What this task involves. For the word "Court", count the lines below that contain it. Give the number alone.

[Exercise input — start]

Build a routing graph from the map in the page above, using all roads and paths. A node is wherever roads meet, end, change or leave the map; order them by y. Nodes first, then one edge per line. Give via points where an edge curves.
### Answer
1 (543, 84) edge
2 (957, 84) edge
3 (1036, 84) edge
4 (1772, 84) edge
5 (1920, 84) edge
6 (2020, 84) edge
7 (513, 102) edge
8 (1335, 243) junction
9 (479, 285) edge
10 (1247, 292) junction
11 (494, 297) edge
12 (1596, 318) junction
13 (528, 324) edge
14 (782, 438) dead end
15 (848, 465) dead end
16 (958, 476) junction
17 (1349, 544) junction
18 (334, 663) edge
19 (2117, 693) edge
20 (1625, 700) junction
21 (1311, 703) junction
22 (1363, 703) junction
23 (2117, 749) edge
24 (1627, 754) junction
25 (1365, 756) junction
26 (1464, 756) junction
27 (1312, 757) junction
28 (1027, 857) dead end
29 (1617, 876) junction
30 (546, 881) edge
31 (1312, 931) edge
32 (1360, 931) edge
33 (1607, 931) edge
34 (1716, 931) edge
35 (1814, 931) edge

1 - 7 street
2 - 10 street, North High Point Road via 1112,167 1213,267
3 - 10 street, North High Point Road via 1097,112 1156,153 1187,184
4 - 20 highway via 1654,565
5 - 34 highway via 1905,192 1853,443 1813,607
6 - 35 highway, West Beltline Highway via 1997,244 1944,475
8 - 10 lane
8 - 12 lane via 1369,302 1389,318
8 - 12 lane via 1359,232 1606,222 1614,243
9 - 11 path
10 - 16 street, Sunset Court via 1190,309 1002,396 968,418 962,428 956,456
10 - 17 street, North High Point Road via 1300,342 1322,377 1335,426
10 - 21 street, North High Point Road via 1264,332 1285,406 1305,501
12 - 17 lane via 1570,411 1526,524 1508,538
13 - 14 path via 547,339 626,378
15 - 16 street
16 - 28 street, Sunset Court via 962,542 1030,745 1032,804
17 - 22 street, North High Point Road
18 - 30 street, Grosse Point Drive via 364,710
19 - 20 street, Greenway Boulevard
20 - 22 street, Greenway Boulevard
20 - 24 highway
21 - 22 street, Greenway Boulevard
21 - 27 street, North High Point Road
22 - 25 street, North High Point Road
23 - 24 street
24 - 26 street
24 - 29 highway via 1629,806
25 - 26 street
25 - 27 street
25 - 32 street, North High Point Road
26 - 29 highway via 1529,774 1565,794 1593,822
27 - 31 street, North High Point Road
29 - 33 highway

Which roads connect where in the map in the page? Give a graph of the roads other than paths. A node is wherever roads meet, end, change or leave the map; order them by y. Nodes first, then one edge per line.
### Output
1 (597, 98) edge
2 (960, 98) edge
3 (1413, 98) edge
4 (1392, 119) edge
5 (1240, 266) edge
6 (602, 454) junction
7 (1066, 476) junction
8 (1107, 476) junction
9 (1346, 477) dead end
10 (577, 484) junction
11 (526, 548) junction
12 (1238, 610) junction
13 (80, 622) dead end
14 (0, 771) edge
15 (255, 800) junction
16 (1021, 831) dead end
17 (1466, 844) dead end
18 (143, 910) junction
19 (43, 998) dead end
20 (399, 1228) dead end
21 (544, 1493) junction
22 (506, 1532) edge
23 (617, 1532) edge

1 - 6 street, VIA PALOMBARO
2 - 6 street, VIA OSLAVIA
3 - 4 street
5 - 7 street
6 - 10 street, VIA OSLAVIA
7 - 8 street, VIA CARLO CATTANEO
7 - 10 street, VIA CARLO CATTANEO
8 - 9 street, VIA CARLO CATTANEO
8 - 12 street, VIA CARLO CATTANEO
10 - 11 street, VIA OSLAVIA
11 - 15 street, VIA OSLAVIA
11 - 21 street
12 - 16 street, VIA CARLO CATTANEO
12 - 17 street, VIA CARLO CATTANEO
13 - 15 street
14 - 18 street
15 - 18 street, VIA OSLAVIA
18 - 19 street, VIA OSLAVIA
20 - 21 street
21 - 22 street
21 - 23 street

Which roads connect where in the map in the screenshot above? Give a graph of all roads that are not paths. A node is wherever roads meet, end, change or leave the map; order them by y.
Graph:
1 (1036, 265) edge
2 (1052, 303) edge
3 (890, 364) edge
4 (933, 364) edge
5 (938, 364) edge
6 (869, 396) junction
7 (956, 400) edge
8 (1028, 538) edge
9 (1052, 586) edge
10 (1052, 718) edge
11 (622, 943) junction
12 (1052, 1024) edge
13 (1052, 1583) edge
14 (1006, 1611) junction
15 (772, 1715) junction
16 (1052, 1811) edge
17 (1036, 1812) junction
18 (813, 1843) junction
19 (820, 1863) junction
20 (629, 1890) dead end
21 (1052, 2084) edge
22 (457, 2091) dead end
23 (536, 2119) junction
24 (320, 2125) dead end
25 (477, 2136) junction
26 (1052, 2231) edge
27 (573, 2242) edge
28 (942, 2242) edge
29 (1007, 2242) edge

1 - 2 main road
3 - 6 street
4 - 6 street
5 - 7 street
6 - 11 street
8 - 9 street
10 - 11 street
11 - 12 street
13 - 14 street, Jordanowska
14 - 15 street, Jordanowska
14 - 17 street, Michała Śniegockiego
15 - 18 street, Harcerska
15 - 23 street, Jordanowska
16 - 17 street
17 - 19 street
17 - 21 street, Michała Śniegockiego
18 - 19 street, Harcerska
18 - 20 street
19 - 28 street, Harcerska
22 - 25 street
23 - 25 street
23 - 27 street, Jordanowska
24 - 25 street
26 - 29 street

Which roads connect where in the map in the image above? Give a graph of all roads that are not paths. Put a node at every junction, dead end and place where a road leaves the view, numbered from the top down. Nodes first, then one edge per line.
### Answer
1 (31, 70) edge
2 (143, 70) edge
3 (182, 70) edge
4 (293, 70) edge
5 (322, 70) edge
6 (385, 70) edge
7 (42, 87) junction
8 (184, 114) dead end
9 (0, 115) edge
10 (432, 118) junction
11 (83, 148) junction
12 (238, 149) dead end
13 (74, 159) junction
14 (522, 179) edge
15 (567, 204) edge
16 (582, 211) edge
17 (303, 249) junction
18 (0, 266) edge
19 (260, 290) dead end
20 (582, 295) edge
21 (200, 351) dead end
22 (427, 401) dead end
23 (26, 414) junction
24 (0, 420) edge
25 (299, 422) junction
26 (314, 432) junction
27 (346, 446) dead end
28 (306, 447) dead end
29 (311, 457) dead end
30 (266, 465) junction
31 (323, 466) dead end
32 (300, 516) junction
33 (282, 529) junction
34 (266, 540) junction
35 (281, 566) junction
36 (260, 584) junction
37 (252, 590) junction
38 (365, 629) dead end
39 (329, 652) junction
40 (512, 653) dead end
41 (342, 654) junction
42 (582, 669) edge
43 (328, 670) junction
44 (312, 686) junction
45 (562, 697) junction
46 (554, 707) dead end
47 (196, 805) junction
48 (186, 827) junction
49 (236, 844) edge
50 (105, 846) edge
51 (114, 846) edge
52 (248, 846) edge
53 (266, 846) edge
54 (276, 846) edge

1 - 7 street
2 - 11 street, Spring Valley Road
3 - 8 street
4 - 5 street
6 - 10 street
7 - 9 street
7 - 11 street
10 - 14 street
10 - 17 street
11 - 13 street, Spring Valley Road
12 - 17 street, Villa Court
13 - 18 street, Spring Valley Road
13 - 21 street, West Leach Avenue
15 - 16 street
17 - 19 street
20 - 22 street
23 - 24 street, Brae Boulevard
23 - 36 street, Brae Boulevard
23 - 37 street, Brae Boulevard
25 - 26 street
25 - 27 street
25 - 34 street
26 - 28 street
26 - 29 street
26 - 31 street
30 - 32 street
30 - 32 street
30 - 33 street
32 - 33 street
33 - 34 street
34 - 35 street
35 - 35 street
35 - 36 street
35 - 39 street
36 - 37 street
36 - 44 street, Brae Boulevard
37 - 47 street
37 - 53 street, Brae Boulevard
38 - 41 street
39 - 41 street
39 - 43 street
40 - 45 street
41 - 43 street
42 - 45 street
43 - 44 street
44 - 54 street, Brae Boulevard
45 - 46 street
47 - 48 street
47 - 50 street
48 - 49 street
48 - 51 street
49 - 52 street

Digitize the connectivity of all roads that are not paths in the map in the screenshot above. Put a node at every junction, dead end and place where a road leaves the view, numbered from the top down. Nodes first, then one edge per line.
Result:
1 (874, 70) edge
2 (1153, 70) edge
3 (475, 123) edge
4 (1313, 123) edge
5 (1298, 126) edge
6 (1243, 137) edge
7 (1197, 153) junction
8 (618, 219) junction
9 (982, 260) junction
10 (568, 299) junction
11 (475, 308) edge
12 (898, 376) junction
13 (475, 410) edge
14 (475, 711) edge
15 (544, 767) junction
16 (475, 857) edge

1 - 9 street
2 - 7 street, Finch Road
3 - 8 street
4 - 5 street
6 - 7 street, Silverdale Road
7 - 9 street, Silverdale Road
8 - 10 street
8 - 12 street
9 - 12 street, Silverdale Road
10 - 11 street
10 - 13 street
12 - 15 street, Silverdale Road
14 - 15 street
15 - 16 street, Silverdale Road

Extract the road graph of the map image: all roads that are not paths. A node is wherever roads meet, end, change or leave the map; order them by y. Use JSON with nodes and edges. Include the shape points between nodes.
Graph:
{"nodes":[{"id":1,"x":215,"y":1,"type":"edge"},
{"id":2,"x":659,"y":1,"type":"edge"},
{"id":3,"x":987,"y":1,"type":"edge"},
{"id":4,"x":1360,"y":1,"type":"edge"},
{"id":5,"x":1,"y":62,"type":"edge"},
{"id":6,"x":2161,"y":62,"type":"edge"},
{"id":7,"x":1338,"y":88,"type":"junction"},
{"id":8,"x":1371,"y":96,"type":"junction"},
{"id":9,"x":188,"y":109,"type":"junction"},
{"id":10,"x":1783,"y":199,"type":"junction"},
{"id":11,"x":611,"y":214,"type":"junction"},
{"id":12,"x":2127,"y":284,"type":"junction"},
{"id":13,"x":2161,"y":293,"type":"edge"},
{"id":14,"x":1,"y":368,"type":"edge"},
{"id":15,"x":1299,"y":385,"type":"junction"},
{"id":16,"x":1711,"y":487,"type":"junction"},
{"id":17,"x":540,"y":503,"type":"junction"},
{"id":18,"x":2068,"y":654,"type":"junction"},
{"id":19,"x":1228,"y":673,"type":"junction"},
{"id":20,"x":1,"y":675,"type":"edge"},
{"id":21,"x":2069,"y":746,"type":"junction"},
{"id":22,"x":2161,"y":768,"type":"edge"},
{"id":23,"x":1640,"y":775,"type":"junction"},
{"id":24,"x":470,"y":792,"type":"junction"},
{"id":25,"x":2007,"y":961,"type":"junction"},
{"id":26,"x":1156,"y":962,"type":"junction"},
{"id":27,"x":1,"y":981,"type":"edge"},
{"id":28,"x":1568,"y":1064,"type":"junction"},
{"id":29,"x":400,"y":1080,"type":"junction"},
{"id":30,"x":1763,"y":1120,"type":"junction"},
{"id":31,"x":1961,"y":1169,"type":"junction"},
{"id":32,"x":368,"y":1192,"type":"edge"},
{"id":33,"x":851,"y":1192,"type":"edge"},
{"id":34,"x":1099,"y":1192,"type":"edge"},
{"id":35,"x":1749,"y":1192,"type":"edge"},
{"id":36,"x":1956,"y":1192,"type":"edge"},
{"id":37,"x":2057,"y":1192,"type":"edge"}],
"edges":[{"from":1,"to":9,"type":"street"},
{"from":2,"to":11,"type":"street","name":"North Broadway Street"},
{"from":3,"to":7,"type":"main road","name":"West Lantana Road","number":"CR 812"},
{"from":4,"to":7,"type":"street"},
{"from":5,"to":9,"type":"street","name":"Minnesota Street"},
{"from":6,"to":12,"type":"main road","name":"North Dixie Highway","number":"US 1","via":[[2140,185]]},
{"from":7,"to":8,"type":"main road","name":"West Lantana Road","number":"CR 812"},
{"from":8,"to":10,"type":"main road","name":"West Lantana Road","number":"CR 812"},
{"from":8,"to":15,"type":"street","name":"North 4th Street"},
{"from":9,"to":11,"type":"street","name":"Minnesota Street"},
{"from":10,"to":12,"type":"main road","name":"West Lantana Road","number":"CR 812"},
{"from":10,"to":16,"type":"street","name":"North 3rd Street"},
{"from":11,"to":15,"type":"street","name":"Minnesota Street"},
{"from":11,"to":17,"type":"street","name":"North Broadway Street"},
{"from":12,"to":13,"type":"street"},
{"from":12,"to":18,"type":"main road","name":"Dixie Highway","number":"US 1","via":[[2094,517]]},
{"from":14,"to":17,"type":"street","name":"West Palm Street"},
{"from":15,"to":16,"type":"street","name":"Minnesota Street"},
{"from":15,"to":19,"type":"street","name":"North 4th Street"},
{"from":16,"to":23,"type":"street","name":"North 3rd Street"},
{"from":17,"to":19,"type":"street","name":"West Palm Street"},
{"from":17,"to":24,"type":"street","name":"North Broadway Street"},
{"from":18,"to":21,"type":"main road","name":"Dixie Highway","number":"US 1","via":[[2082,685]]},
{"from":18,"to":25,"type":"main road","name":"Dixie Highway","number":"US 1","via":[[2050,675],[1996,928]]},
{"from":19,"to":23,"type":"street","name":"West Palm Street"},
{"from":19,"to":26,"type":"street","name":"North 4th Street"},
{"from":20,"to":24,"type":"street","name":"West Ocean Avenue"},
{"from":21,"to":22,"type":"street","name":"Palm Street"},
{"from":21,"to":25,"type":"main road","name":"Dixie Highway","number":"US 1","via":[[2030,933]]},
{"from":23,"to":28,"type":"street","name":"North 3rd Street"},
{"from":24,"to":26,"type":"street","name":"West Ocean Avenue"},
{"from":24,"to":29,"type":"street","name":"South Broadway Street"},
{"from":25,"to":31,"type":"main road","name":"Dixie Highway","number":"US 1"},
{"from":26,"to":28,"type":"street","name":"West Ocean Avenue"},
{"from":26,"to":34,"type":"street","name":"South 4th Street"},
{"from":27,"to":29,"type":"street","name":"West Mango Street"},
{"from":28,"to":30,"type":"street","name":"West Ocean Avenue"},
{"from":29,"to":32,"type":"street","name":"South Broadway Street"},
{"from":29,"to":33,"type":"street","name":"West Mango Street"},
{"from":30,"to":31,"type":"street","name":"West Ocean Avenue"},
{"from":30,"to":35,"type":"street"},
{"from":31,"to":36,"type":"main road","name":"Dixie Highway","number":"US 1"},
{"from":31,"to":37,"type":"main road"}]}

[Exercise input — finish]

The completed task. 3